В глазах у Шуры потемнело, стало невозможно дышать, он почувствовал себя стиснутым со всех сторон, и наступило Отчаяние. Нет, к сожалению, в человеческом языке слов, способных хотя бы минимально точно отобразить ту бурю переживаний, которая поглотила Шуру после последних слов Морфея Морфеича. Отчаяние без Надежды. Тьма без всякой вероятности Рассвета. Боль без Возможности Исцеления. Соль без До. Можно было бы ещё долго упражняться в сочинении метафор, только бессмысленно всё это. Разумному — достаточно, как говорили древние, а неразумному — ему всё равно всё пофиг!

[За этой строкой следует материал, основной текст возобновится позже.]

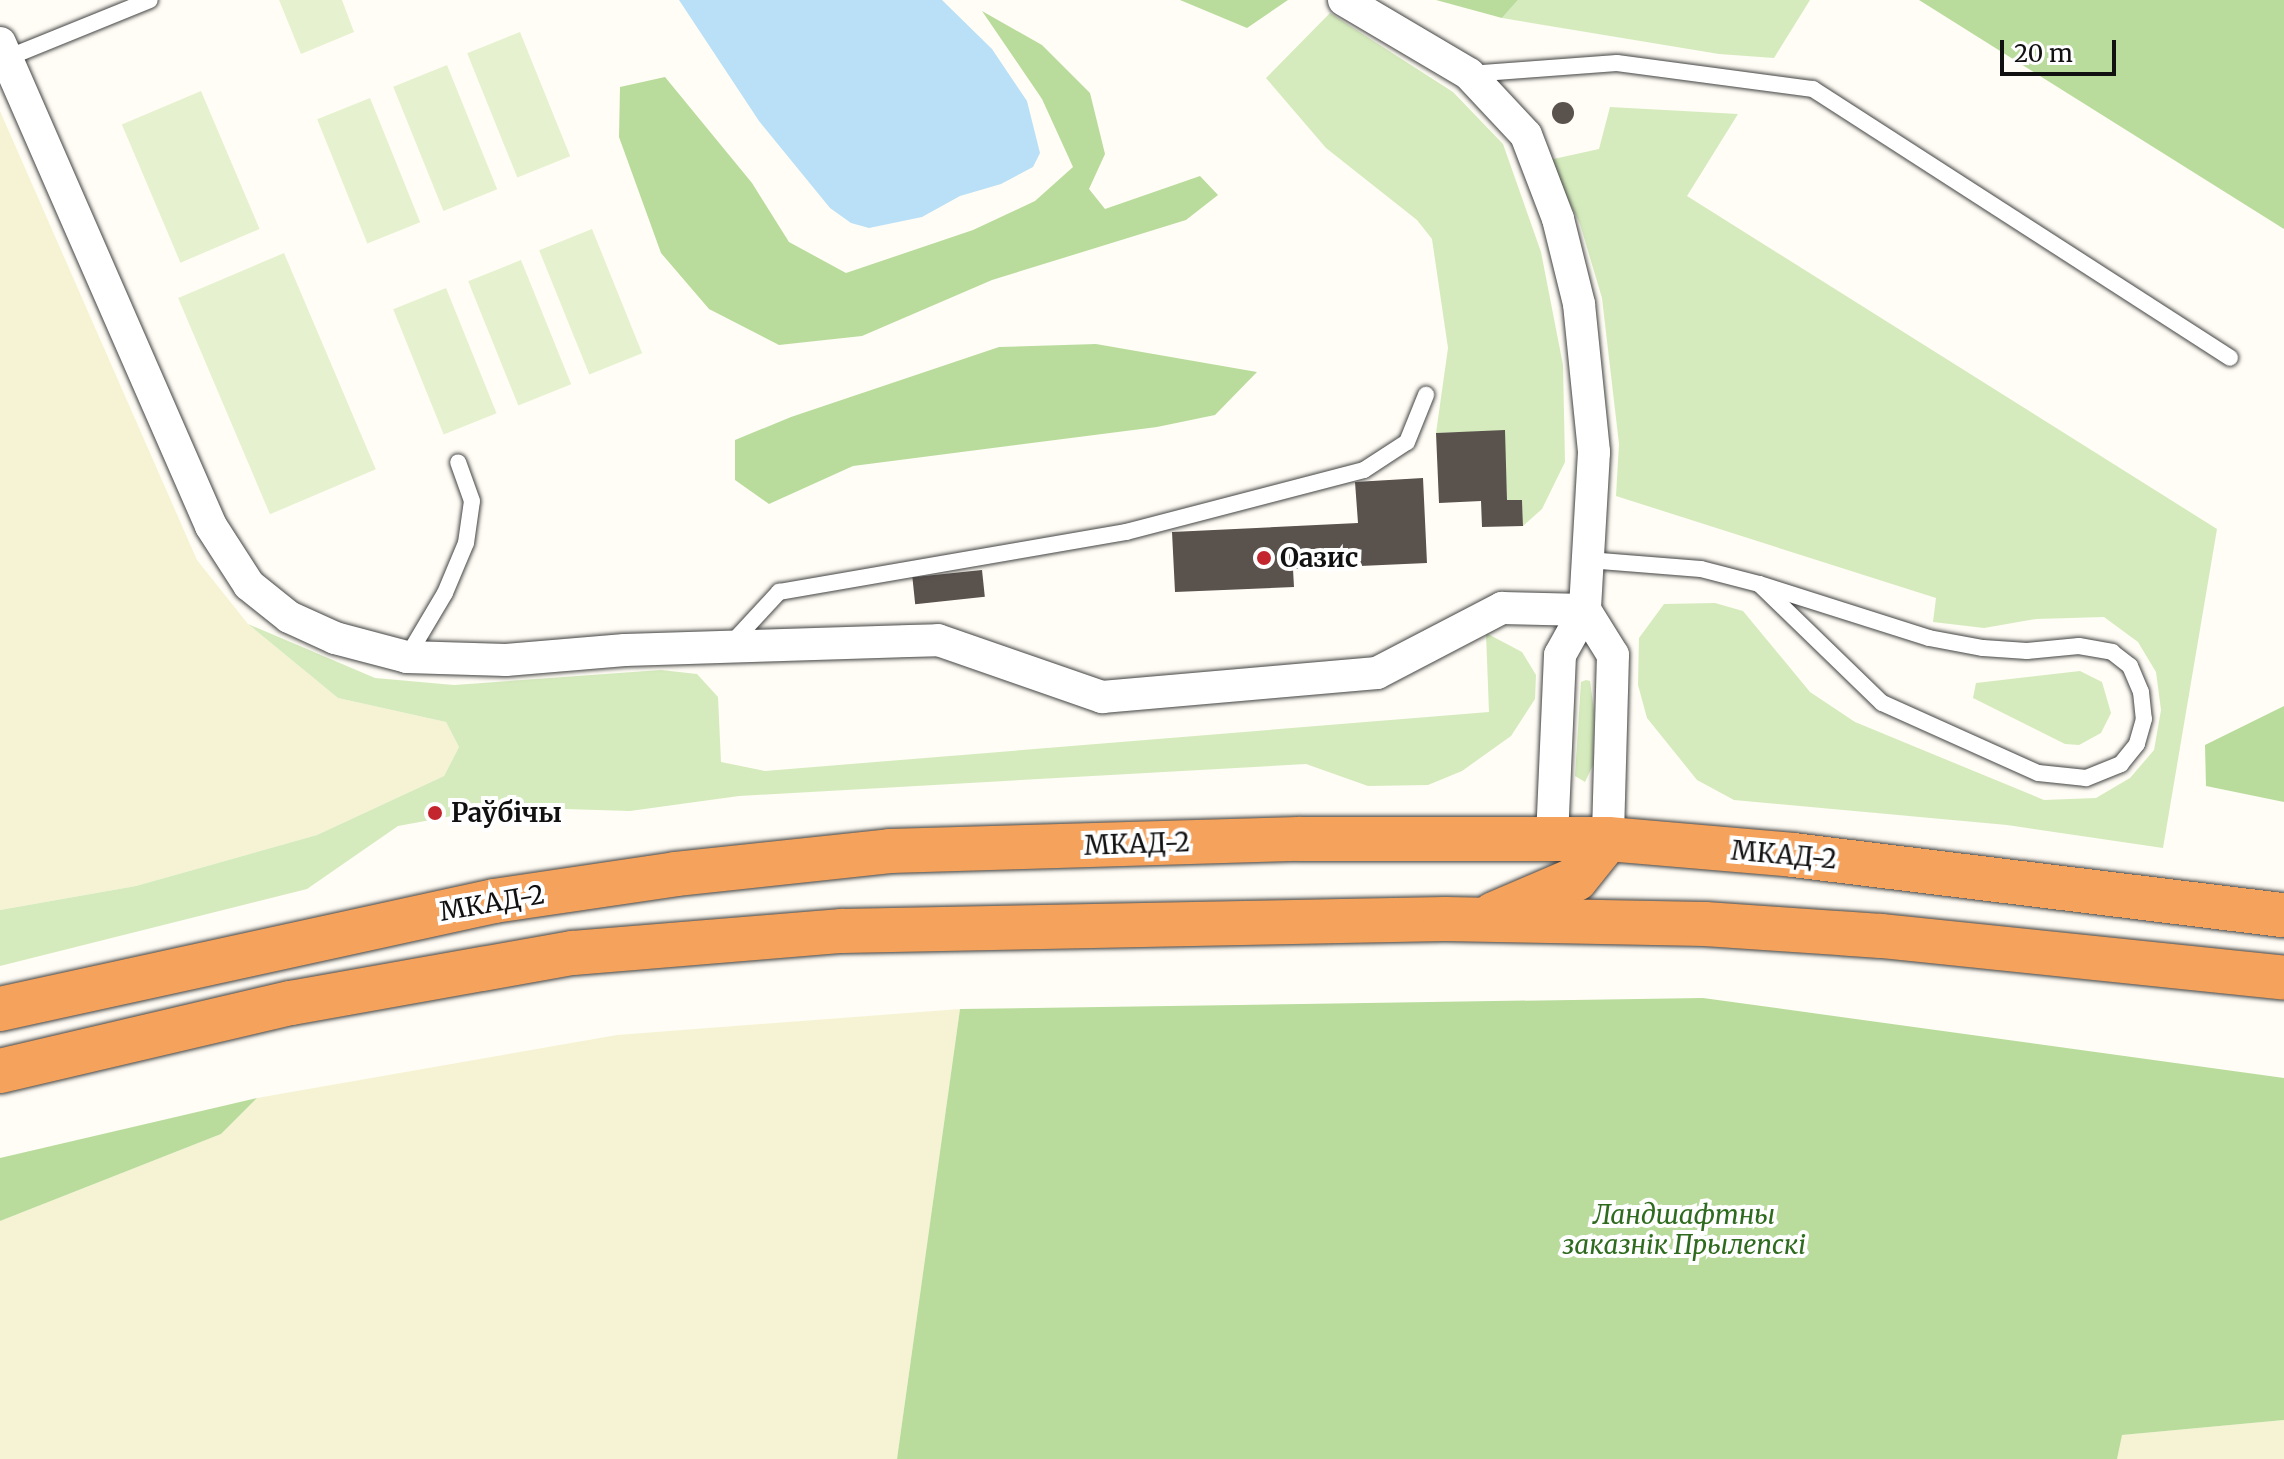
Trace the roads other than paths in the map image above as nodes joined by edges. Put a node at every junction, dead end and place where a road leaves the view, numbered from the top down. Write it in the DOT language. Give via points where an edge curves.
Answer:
graph roads {
  1 [pos="150,0"];
  2 [pos="1344,0"];
  3 [pos="4,50"];
  4 [pos="1469,74"];
  5 [pos="2230,358"];
  6 [pos="1426,395"];
  7 [pos="458,462"];
  8 [pos="1588,560"];
  9 [pos="1759,584"];
  10 [pos="1585,610"];
  11 [pos="728,647"];
  12 [pos="407,657"];
  13 [pos="1552,837"];
  14 [pos="1608,839"];
  15 [pos="1576,879"];
  16 [pos="2284,915"];
  17 [pos="1481,919"];
  18 [pos="1659,923"];
  19 [pos="2284,978"];
  20 [pos="0,1009"];
  21 [pos="0,1071"];
  1 -- 3 [label="lane"];
  2 -- 4 [label="street"];
  3 -- 12 [label="street" via="211,526 249,585 289,617 335,638"];
  4 -- 5 [label="lane" via="1617,63 1813,89"];
  4 -- 8 [label="street" via="1526,135 1558,219 1579,304 1594,452"];
  6 -- 11 [label="lane" via="1407,442 1364,470 1126,532 779,592"];
  7 -- 12 [label="lane" via="472,501 466,543 445,593"];
  8 -- 9 [label="lane" via="1701,569"];
  8 -- 10 [label="street"];
  9 -- 9 [label="lane" via="1882,703 2038,773 2086,778 2121,764 2137,744 2144,719 2141,692 2130,666 2112,652 2079,646 2027,651 1929,638"];
  10 -- 11 [label="street" via="1502,608 1377,673 1102,697 938,640"];
  10 -- 13 [label="street" via="1560,655"];
  10 -- 14 [label="street" via="1613,655"];
  11 -- 12 [label="street" via="506,660"];
  13 -- 14 [label="highway, МКАД-2"];
  13 -- 15 [label="highway"];
  13 -- 20 [label="highway, МКАД-2" via="890,851 691,872 494,901"];
  14 -- 15 [label="highway"];
  14 -- 16 [label="highway, МКАД-2" via="1793,855"];
  15 -- 17 [label="highway"];
  15 -- 18 [label="highway"];
  17 -- 18 [label="highway"];
  17 -- 21 [label="highway" via="842,931 573,953 291,1003"];
  18 -- 19 [label="highway" via="1881,936"];
}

Будучи, так сказать, в теме (всё-таки он был очень хорошим гинекологом), Шура скоро понял, где он находится. А находился он, ни много, ни мало, в самой середине родового канала. То есть, рождался. Появлялся на свет, чтоб ему, тому аисту! Да, дорогие мои, был Шура весьма и весьма раздражён. Не самим обстоятельством своего нахождения в этой тёплой эластичной среде и даже не смазкой, которая облепила его с ног до головы, мешая дышать, и не тем, что он не мог пошевелить ни рукой, ни ногой, а перспективой оказаться снова в том холодном мире, где опять придётся с боем отвоевывать себе место под солнцем, где тобой все норовят помыкать, где каждый так и норовит вскарабкаться тебе на шею и свесить немытые ноги… Вот эта самая перспектива и выводила из себя Шурочку, а также необходимость снова учиться говорить и писать, решать дебильные задачи по математике и зубрить Кодекс строителя коммунизма. Впрочем, подумал он, с Кодексом, кажется, повезло. Не учат теперь его в школе.